- Etymology: Rangipo Desert
- Country: New Zealand
- Region: Waikato Region

Characteristics
- Length: 32 km (20 mi)
- Strike: N-S
- Displacement: 1.5 mm (0.059 in)/year (long term average)

Tectonics
- Plate: Indo-Australian
- Status: Active
- Type: Normal fault
- Movement: M_{w} 7.1 potential with whole fault rupture with Wahianoa and Upper Waikato Stream faults
- Age: Quaternary
- Volcanic arc/belt: Taupō Volcanic Zone
- New Zealand geology database (includes faults)

= Rangipo Fault =

Fault in New Zealand

The Rangipo Fault (also known in the past as Desert Road Fault, Whangaehu River Fault, 'Whangaehu Fault) is the eastern Taupō rift-bounding north–south striking normal fault complex of the Ruapehu Graben, a seismically active area of the central North Island of New Zealand to the west of Mount Ruapehu.

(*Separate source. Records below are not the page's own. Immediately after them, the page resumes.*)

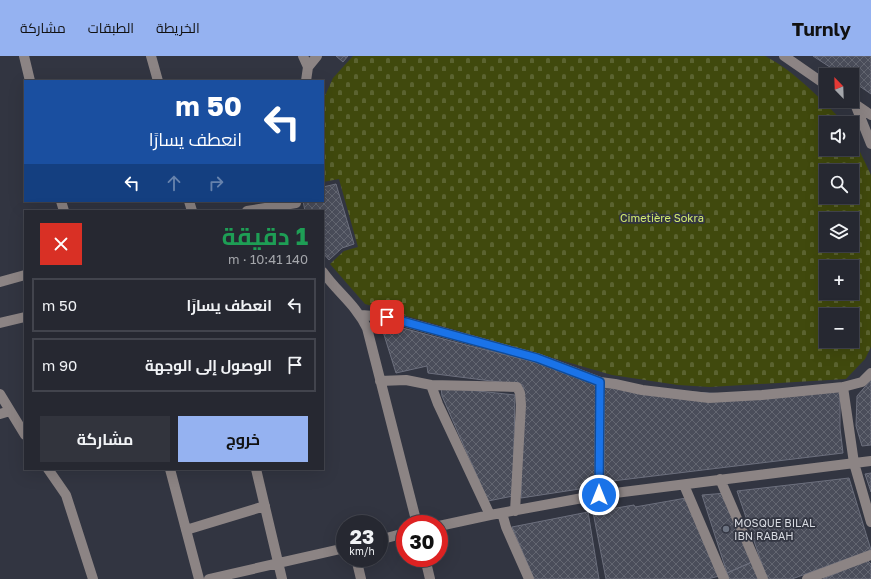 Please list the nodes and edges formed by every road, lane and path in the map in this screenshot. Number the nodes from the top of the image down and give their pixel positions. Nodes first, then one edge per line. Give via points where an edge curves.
1 (24, 56) edge
2 (151, 56) edge
3 (303, 56) edge
4 (317, 56) edge
5 (784, 56) edge
6 (308, 67) junction
7 (30, 80) edge
8 (158, 80) edge
9 (306, 80) edge
10 (819, 80) edge
11 (859, 107) edge
12 (854, 108) edge
13 (871, 115) edge
14 (871, 144) edge
15 (296, 205) edge
16 (255, 210) edge
17 (24, 275) edge
18 (0, 282) edge
19 (326, 282) edge
20 (361, 315) junction
21 (24, 317) edge
22 (0, 324) edge
23 (871, 373) edge
24 (380, 381) junction
25 (600, 382) junction
26 (431, 385) junction
27 (843, 387) junction
28 (0, 394) edge
29 (10, 411) junction
30 (0, 414) edge
31 (24, 433) edge
32 (871, 460) edge
33 (854, 463) junction
34 (49, 470) edge
35 (170, 470) edge
36 (256, 470) edge
37 (720, 479) junction
38 (684, 485) junction
39 (599, 495) junction
40 (265, 506) junction
41 (515, 511) junction
42 (502, 513) junction
43 (414, 515) edge
44 (490, 515) junction
45 (871, 522) edge
46 (448, 524) edge
47 (186, 530) junction
48 (336, 550) edge
49 (871, 555) edge
50 (278, 562) junction
51 (358, 567) edge
52 (427, 567) edge
53 (93, 579) edge
54 (199, 579) edge
55 (209, 579) edge
56 (282, 579) edge
57 (361, 579) edge
58 (430, 579) edge
59 (530, 579) edge
60 (724, 579) edge
61 (763, 579) edge
62 (807, 579) edge

1 - 7 street
2 - 8 street
3 - 6 street
4 - 6 street
5 - 10 street
6 - 9 street
11 - 13 street
12 - 14 street
15 - 16 street
17 - 18 street
19 - 20 street
20 - 24 street via 367,328
20 - 25 street via 387,317 537,358
21 - 22 street
23 - 27 street via 862,382
24 - 26 street via 406,380
24 - 43 street
25 - 27 street via 709,398
25 - 39 street
26 - 41 street via 517,388 521,405
26 - 44 street
27 - 33 street
28 - 29 street
29 - 30 street
29 - 31 street
32 - 33 street
33 - 37 street
33 - 45 street
34 - 53 street via 66,494
35 - 47 street
36 - 40 street
37 - 38 street
37 - 61 street
38 - 39 street
38 - 60 street
39 - 41 street
40 - 47 street
40 - 50 street
41 - 42 street
42 - 44 street
42 - 59 street
44 - 46 street
47 - 54 street
48 - 50 street
49 - 62 street
50 - 55 street
50 - 56 street
51 - 57 street
52 - 58 street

It could be part of a potential rupture.

== Geography ==
It is located near the eastern side of the Tongariro National Park, mainly in the Rangipo Desert, and traces have been now characterised on both sides of State Highway 1 where it is known as "the Desert Road" extending for at least 32 km. The northern surface traces of the fault commences just south of the Waipakihi Road to the east of the Desert Road and it extends south of the Waiouru Military Camp to almost the south west corner of the army training area.

=== Geology ===
The Upper Waikato Stream Fault is the eastern wall fault to its immediate north and it has been postulated that whole fault rupture of that fault, the Rangipo Fault and the potentially intersecting from the west Wahianoa Fault whose trace may be hidden under Ruapehu eruptives could result in a 7.1 M_{W} event. The north–south fault line transitions into the east–west alignment of the Taupō Rift termination faults beyond the Ruapehu Graben with the Moawhango Fault to the east, the Shawcroft Road Fault to the west and the Snowgrass Fault to its south. Where the fault has been trenched to date it is normal with a NNE strike, and between 80°W dip. During a higher slip-rate period between 25 and 11 cal ka BP there were frequent major plinian eruptions of Mount Ruapehu so there is possibly some interaction with nearby volcanism. The long term dip slip rate from about 144 ka BP for a total displacement of 225 m is 1.5 mm/year. However displacement since 13.8 cal ka BP has been less than 0.2 mm/year.

Recent events Rangipo Fault
| Fault event Number | date of last marker before event | Displacement | Note |
|---|---|---|---|
| 7 | 1,720 years BP | 0.1 m (3.9 in) |  |
| 6 | 3,520 years BP | 0.14 m (5.5 in) | possible match to an Upper Waikato Stream Fault rupture |
| 5 | 11,000 years BP | 0.8 m (2 ft 7 in) | Is about time of Pahoka–Mangamate eruption sequence (vents Ruapehu's northern summit and between Ruapehu and Tongariro). |
| 4 | 11,000 years BP | 0.35 m (1 ft 2 in) | possible match to an Upper Waikato Stream Fault rupture |
| 3 | 11,770 years BP | 1.2 m (3 ft 11 in) | For more than 25 km and possible match to an Upper Waikato Stream Fault rupture |
| 2 | 11,770 years BP | 0.4 m (1 ft 4 in) | Possible match to a Wahianoa Fault rupture |
| 1 | 13,640 years BP | 32 m (105 ft) | Match to a Wahianoa Fault rupture |

==Risks==
The size of the characterised displacements indicates major earthquakes typical for the Taupō Rift are possible. The 32 m displacement assigned to the oldest fault rupture in the above data could be a very disruptive event. For example, the current assumed worse case is from a event rupturing this and two adjacent faults over 43 km by an average of 2.4 m.